• **Extracted data**
++++
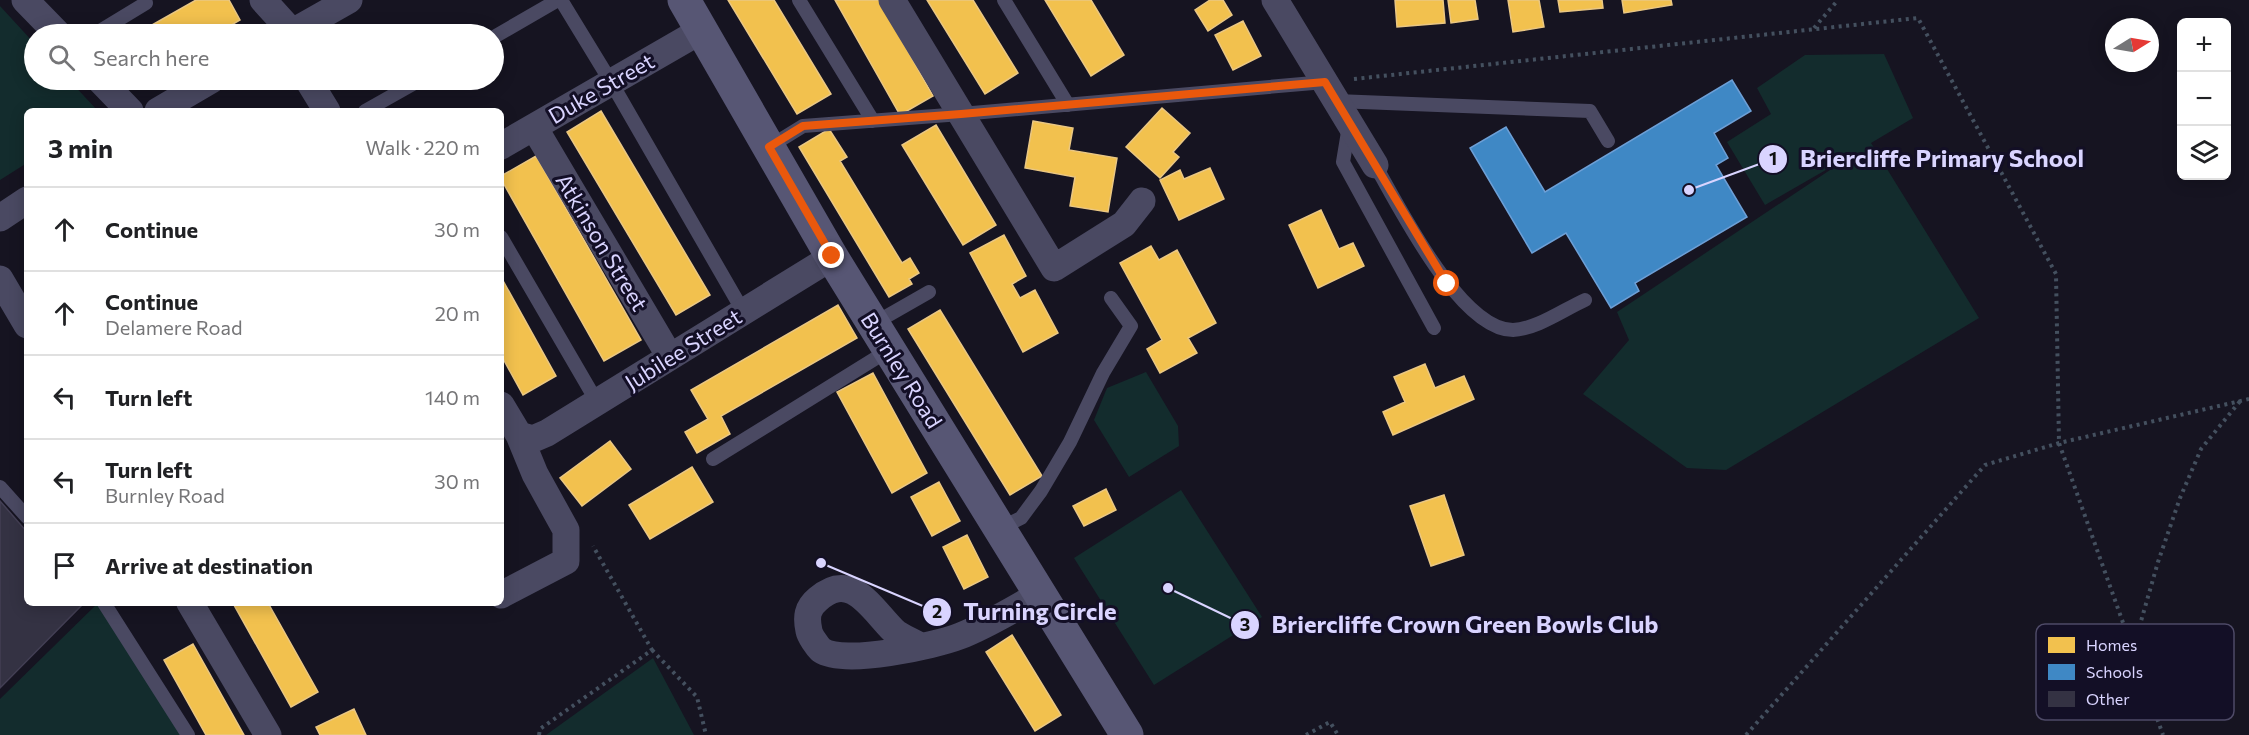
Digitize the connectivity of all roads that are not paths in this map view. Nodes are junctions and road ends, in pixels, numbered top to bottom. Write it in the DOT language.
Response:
++++
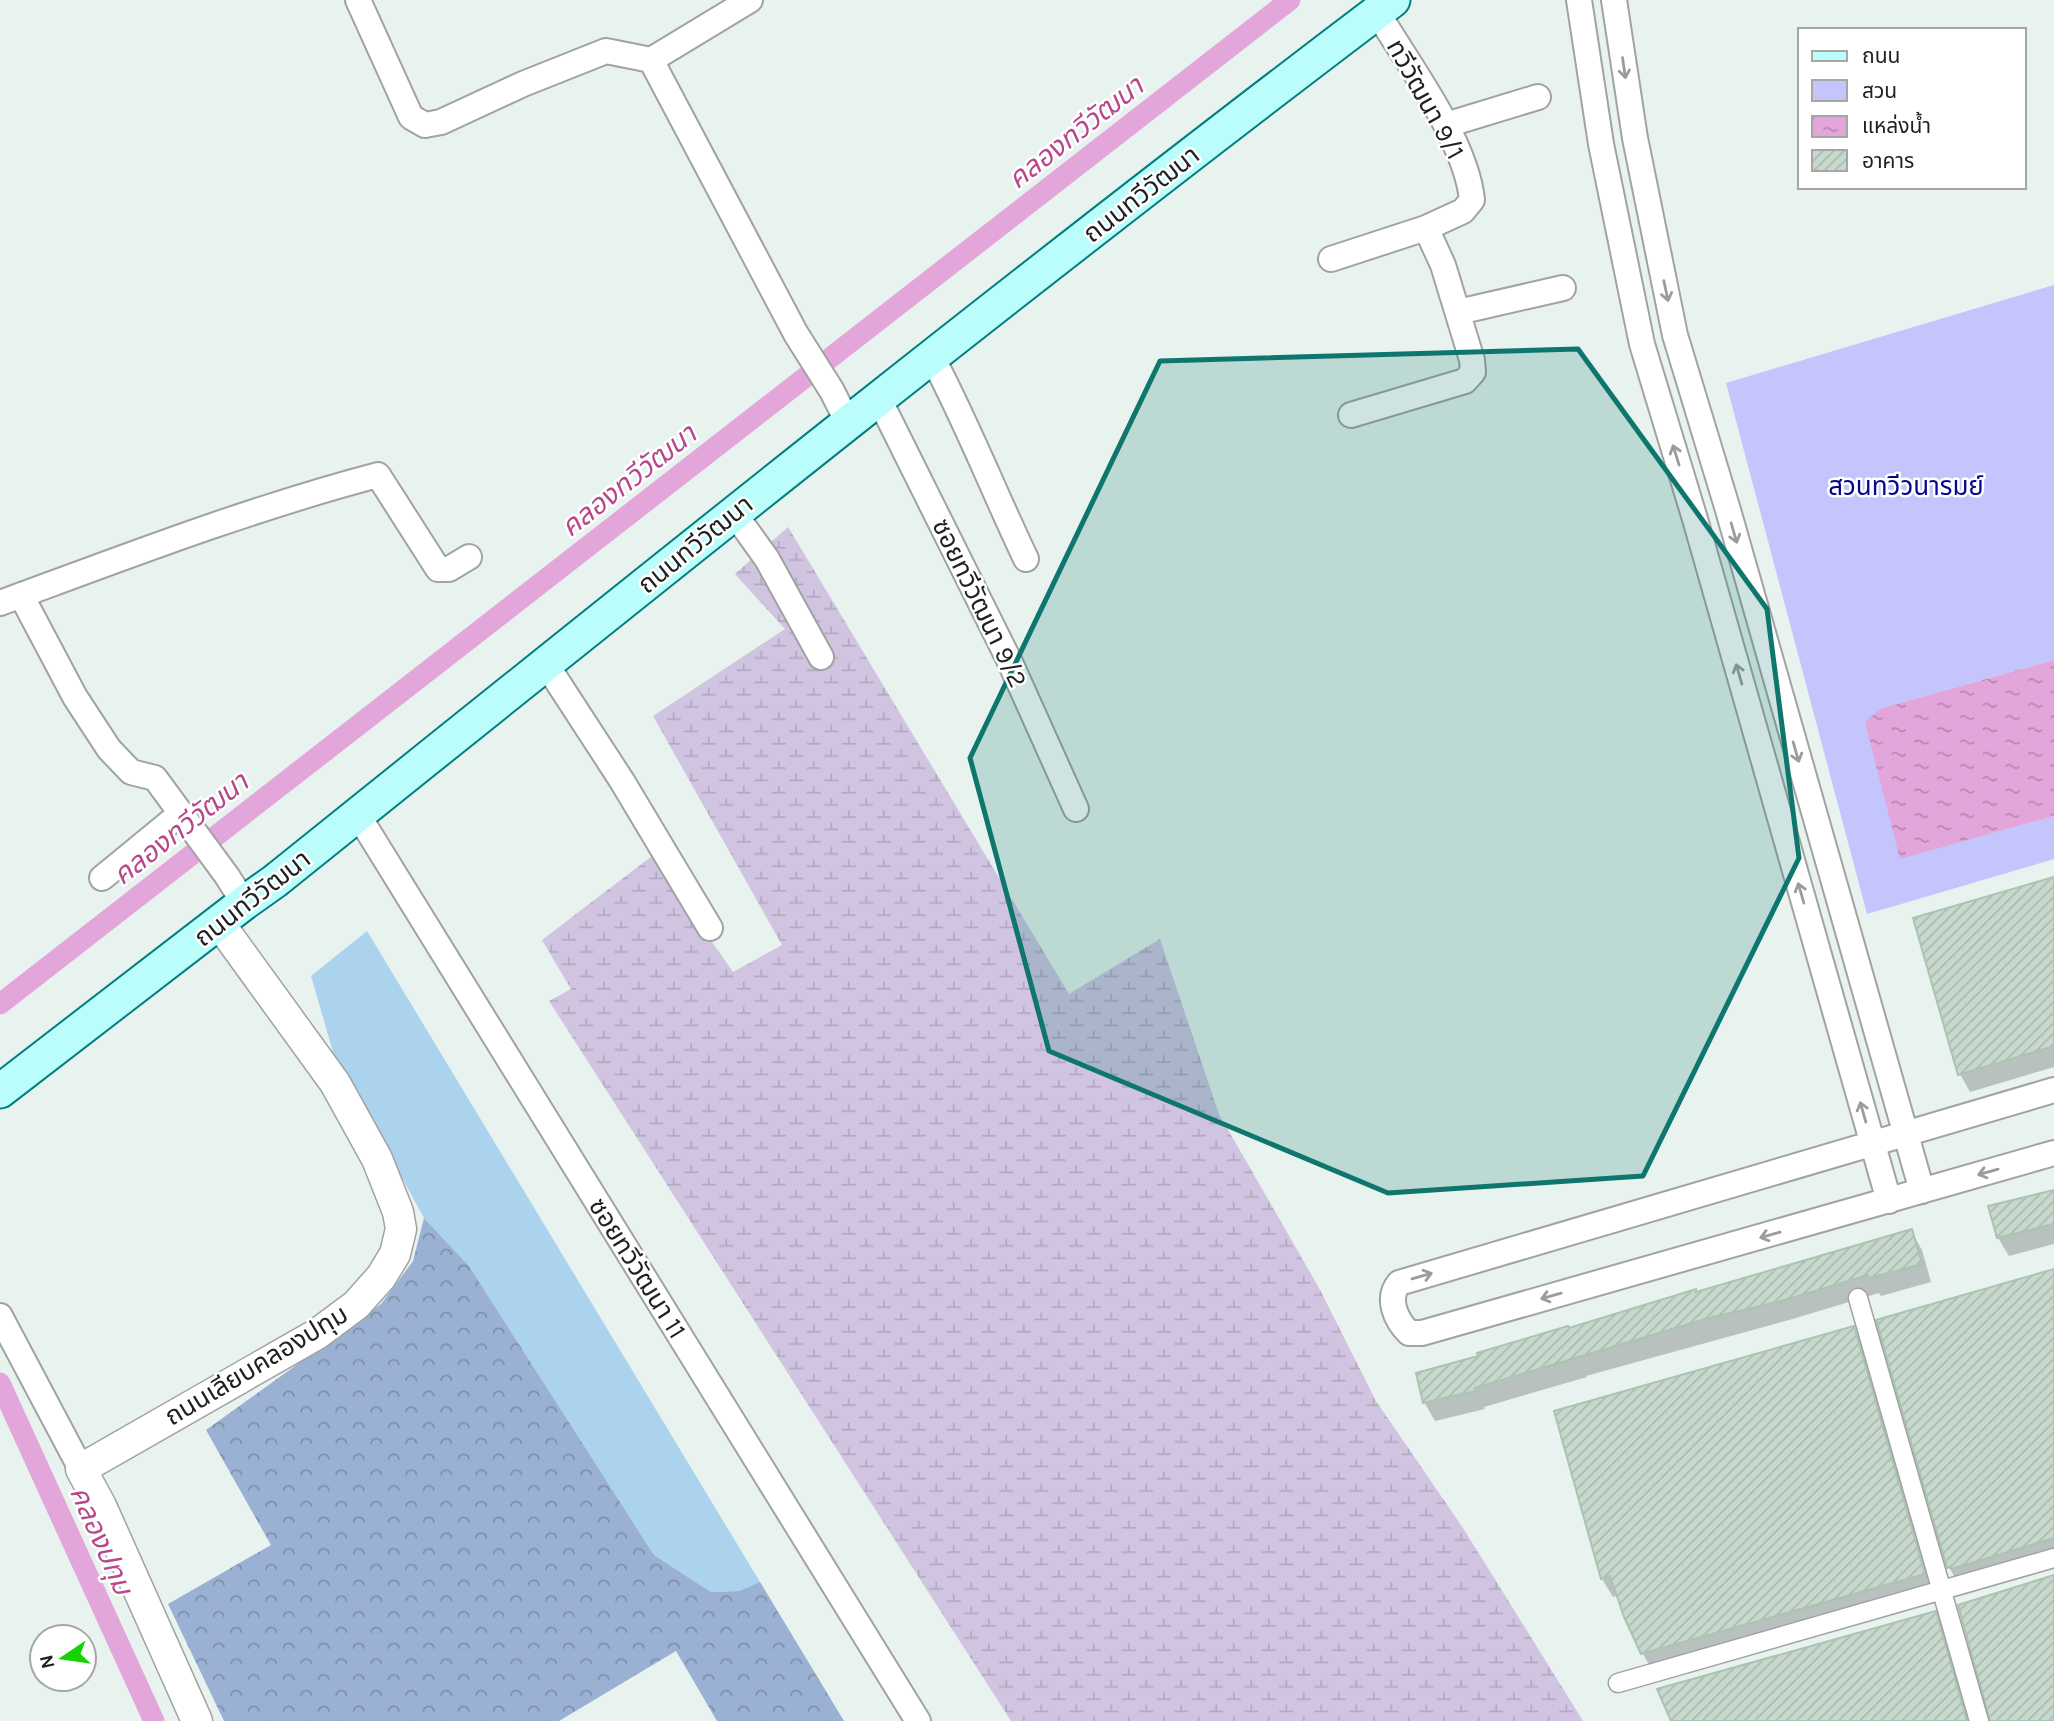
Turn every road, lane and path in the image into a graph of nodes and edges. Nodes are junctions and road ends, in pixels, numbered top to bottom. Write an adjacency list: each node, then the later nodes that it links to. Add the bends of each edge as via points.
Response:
++++
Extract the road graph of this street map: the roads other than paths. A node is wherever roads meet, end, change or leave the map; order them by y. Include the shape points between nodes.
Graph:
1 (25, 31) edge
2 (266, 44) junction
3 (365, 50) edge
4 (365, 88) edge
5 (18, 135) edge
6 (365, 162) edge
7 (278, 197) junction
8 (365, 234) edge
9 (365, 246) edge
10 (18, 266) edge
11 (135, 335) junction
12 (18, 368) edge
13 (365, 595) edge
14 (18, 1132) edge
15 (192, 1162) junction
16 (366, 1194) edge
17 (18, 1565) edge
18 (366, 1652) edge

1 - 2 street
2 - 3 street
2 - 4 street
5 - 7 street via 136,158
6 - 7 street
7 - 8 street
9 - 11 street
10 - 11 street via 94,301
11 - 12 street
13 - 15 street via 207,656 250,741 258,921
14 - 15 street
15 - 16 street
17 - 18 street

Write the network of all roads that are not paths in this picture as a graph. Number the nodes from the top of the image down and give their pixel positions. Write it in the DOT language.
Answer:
++++
Show every line of the records above that contains the word "paths".

• **Written solution**
Digitize the connectivity of all roads that are not paths in this map view. Nodes are junctions and road ends, in pixels, numbered top to bottom. Write it in the DOT language.
Extract the road graph of this street map: the roads other than paths. A node is wherever roads meet, end, change or leave the map; order them by y. Include the shape points between nodes.
Write the network of all roads that are not paths in this picture as a graph. Number the nodes from the top of the image down and give their pixel positions. Write it in the DOT language.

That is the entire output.